Beyond physical activity, our community has addressed systemic child health issues. When we started our work, many children missed school because of asthma. So, we partnered with Children’s Health Care of Atlanta to reduce incidences of asthma by helping children and their families better manage their condition.
And, because Drew is a charter school, it decides where to spend its money. The school elected to fund a school nurse, a social worker, and counselor as full-time employees. Drew has also worked with psychologists, psychiatrists, and clinical pastoral counselors when a student needed that level of support.
We have seen health change for the better:
- A dramatic reduction in number of obese and overweight children;
- Fewer children missing more than 10 days of school;
- Fewer children with asthma; and
- Fewer teen pregnancies.
A Neighborhood Purposefully Built with Health in Mind
At the beginning of the revitalization, we knew it was important to make East Lake a walkable and friendly to outdoor exercise and biking. We built wide, well-lit sidewalks – in fact, there are separate street lights that shine just on the sidewalks. This neighborhood feels like a campus, and the design encourages walking from place to place.
In addition, the mixed-income housing was built intentionally around the new public Charlie Yates Golf Course, the home of the First Tee of East Lake©, a youth development program that uses the game of golf to not only provide recreation, but to help the kids develop life skills.
For 40 years, East Lake residents had to go miles (through dangerous areas) to reach a grocery store. Early in the revitalization, the East Lake Foundation purchased land in hope of attracting a large grocery chain. By the time the mixed-income housing was complete, the Foundation had entered into an agreement with Publix to build a store on the land across the street from the apartments. Publix opened in November 2001 and now we have an accessible source of fresh, affordable foods.

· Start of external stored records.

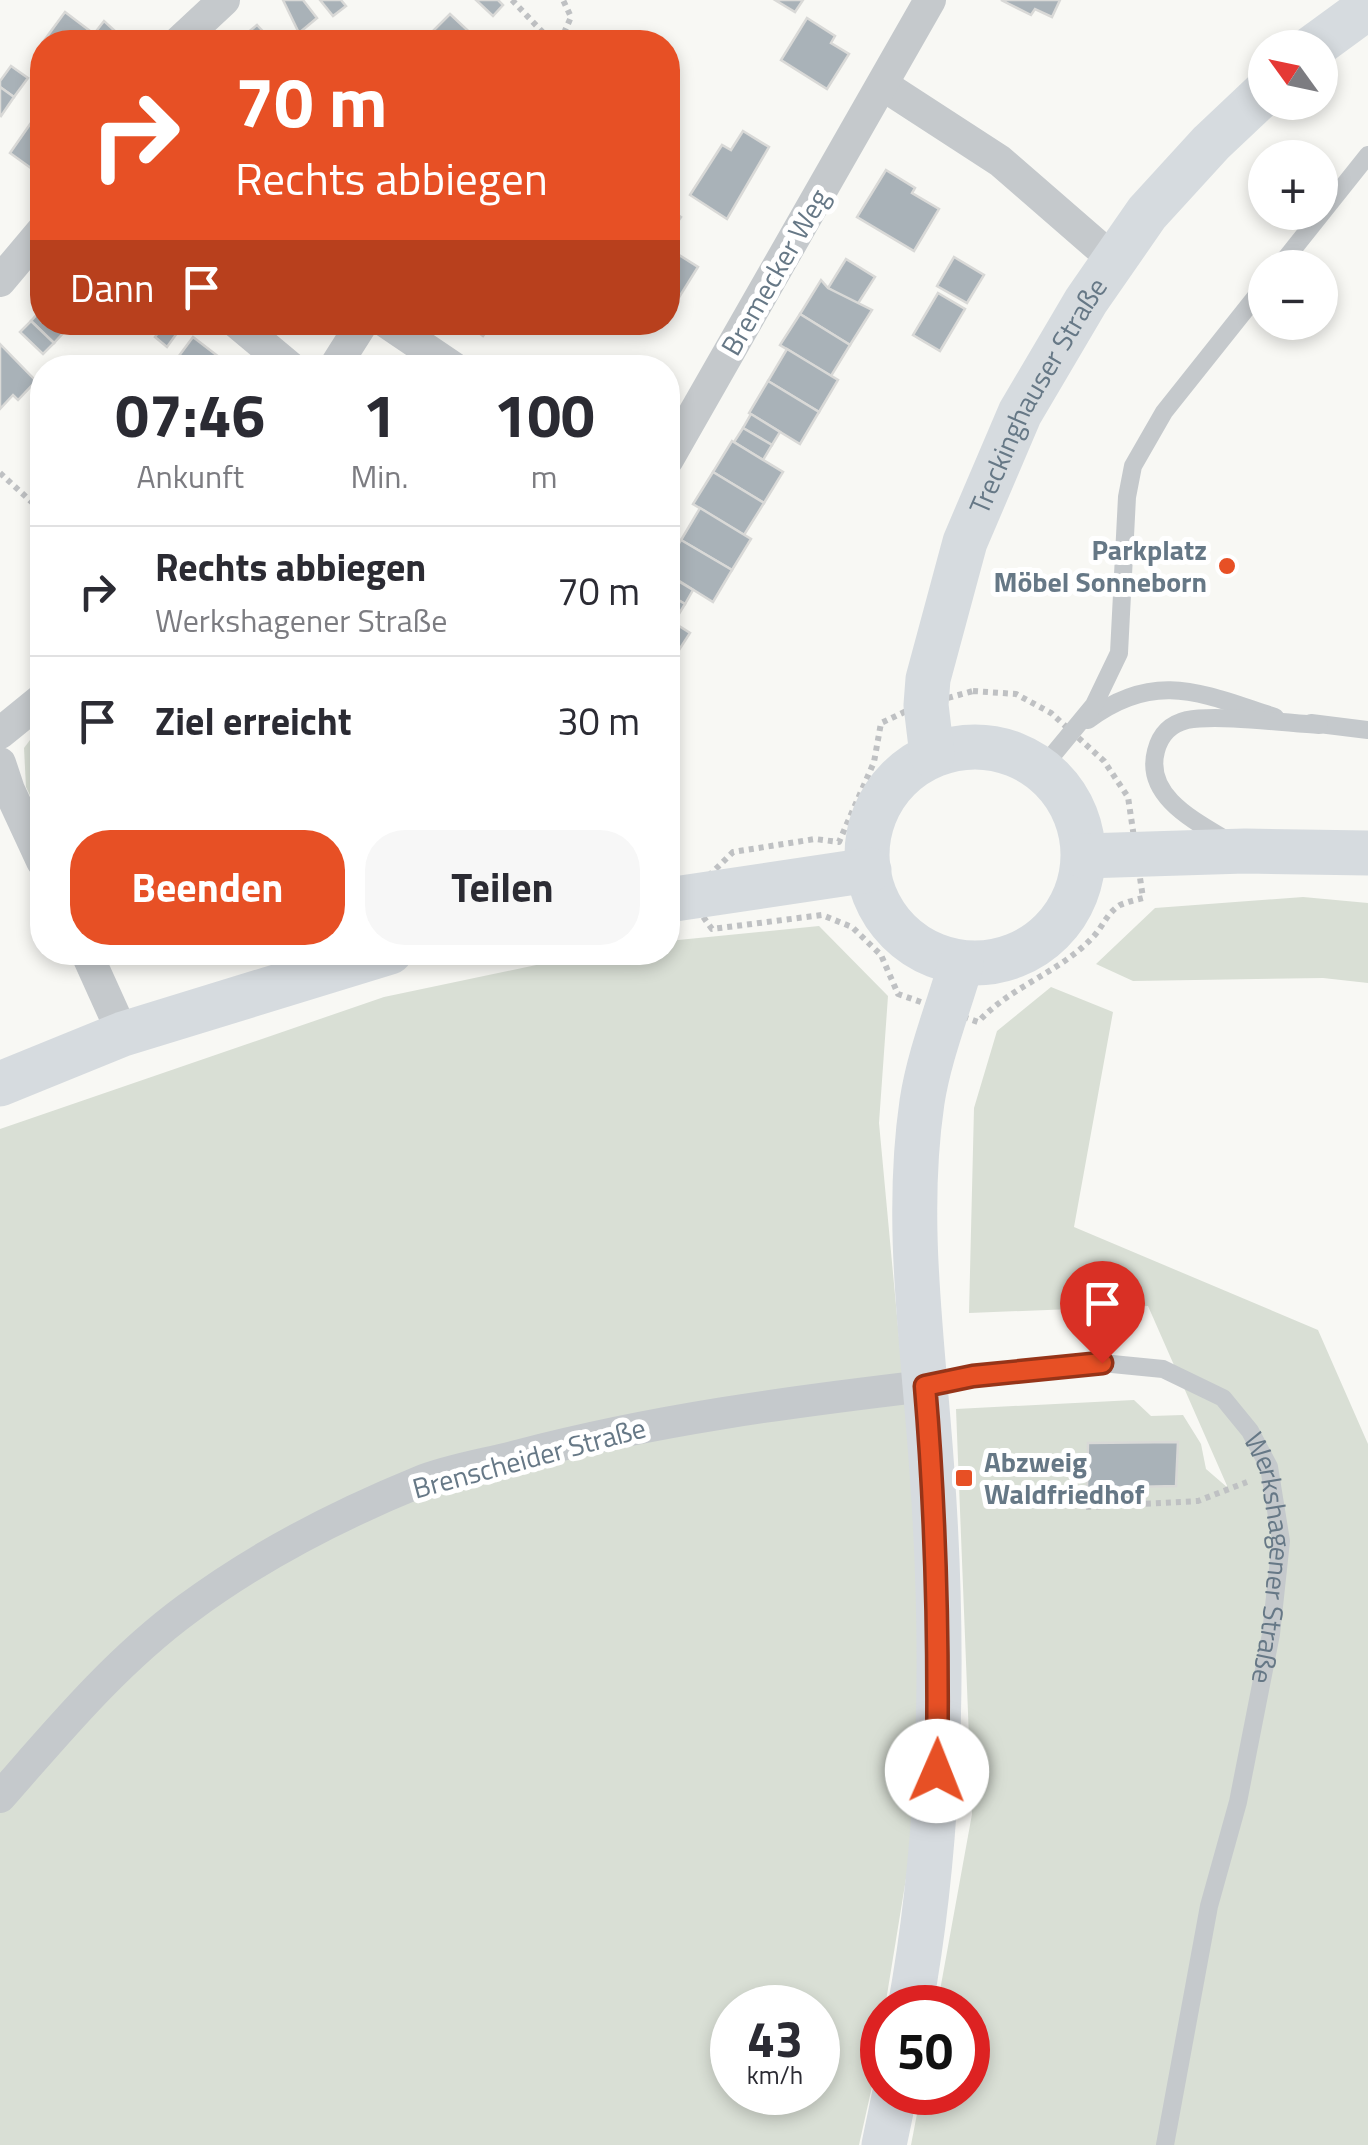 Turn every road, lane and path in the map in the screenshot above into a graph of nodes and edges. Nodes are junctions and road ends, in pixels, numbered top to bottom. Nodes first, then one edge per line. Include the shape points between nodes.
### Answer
1 (224, 0) edge
2 (512, 0) edge
3 (564, 0) edge
4 (930, 0) edge
5 (1368, 7) edge
6 (192, 30) edge
7 (541, 30) edge
8 (566, 30) edge
9 (1337, 30) edge
10 (883, 84) junction
11 (1248, 108) edge
12 (1368, 155) edge
13 (30, 245) edge
14 (1292, 250) edge
15 (1114, 260) junction
16 (0, 282) edge
17 (1248, 306) edge
18 (252, 335) edge
19 (369, 335) edge
20 (401, 335) edge
21 (276, 355) edge
22 (348, 355) edge
23 (433, 355) edge
24 (680, 438) edge
25 (0, 473) edge
26 (30, 500) edge
27 (30, 709) edge
28 (1320, 725) junction
29 (1368, 730) edge
30 (1072, 732) junction
31 (0, 733) edge
32 (932, 755) junction
33 (0, 763) edge
34 (1042, 768) junction
35 (30, 835) edge
36 (1245, 851) junction
37 (1368, 854) edge
38 (1084, 856) junction
39 (869, 870) junction
40 (680, 898) edge
41 (680, 900) edge
42 (961, 964) junction
43 (92, 965) edge
44 (348, 965) edge
45 (947, 1014) junction
46 (123, 1034) junction
47 (0, 1084) edge
48 (925, 1386) junction
49 (1269, 1467) junction
50 (1086, 1507) dead end
51 (0, 1797) edge
52 (914, 1985) edge
53 (890, 2115) edge
54 (884, 2145) edge
55 (1165, 2145) edge

1 - 6 street
2 - 7 path
3 - 8 path via 572,17
4 - 10 street, Bremecker Weg
5 - 9 main road
10 - 15 street via 1000,161
10 - 24 street, Bremecker Weg
11 - 15 main road, Treckinghauser Straße via 1147,213
12 - 14 lane
13 - 16 street
15 - 32 main road, Treckinghauser Straße via 1020,413 965,542 928,680
17 - 30 lane via 1164,412 1133,466 1120,653
18 - 21 street
19 - 22 street
20 - 23 street
25 - 26 path
27 - 31 street
28 - 29 lane
28 - 30 lane via 1172,687 1104,708
28 - 36 lane via 1193,719 1168,728 1159,740 1154,774 1160,790
30 - 34 lane
32 - 34 main road via 986,746
32 - 39 main road via 883,798 869,830
33 - 35 street
34 - 38 main road via 1074,808
36 - 37 main road
36 - 38 main road
38 - 42 main road via 1073,902 1039,944 1004,960
39 - 40 main road
39 - 42 main road via 874,896 897,931 934,956
41 - 45 path via 712,929 822,915 852,927 882,955 898,994
42 - 45 main road
43 - 46 street
44 - 46 main road
45 - 48 main road via 923,1099 916,1166
46 - 47 main road
48 - 49 lane, Werkshagener Straße via 1102,1363 1162,1369 1223,1398
48 - 51 street, Brenscheider Straße via 598,1435 422,1481 301,1537 186,1610 65,1722
48 - 52 main road via 939,1654 936,1810
49 - 50 path via 1198,1500
49 - 55 lane, Werkshagener Straße via 1281,1541 1271,1634 1238,1802 1209,1906
53 - 54 main road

We also converted spaces that once held fast food into green spaces and ensured there were ample playgrounds and open spaces in the neighborhood. In fact, the athletic field at the Villages of East Lake is the home pitch for the YMCA’s soccer league.
Lastly, in July 2010, the East Lake Foundation and its partners founded the East Lake Community Learning Garden as a safe, supportive environment where neighborhood residents grow organic produce in a small urban farm and participate in interactive workshops while learning from one another and gardening experts.
The Little Changes Make a Huge Difference
After years of study, it is clear there is no silver bullet to the obesity epidemic, community violence or underperforming schools. None of the individual actions we took would have addressed these systemic problems on their own. But, cumulatively, each initiative, program and investment has provided a huge benefit at both the individual and community levels.
Today, East Lake is a thriving neighborhood, with all children and families living in better quality and healthier housing, with nearby facilities geared toward their continued well-being. There are no vermin or toxins that trigger dangerous health episodes. Drew students, YMCA members and neighborhood residents cross paths and get to know one another while working together in the garden or cheering for Drew’s athletic and academic teams. People across a broad range of incomes play tennis and golf at the neighborhood facilities. They congregate in Drew Charter School and the YMCA to work to make East Lake a better place.
Our model worked for East Lake – our children are healthier, performing better in school and happier. This revitalized neighborhood is vibrant and safer. As Federal Reserve Chairman Ben Bernanke said when citing East Lake as a successful model, “… substantial coordination and dedication, [can]… break through silos to simultaneously improve housing, connect residents to jobs, and help ensure access to adequate nutrition, health care, education, and day care.” That is the big picture vision that transformed East Lake and is now working in a growing number of cities to break the intergenerational cycle of poverty so that geography no longer limits human potential.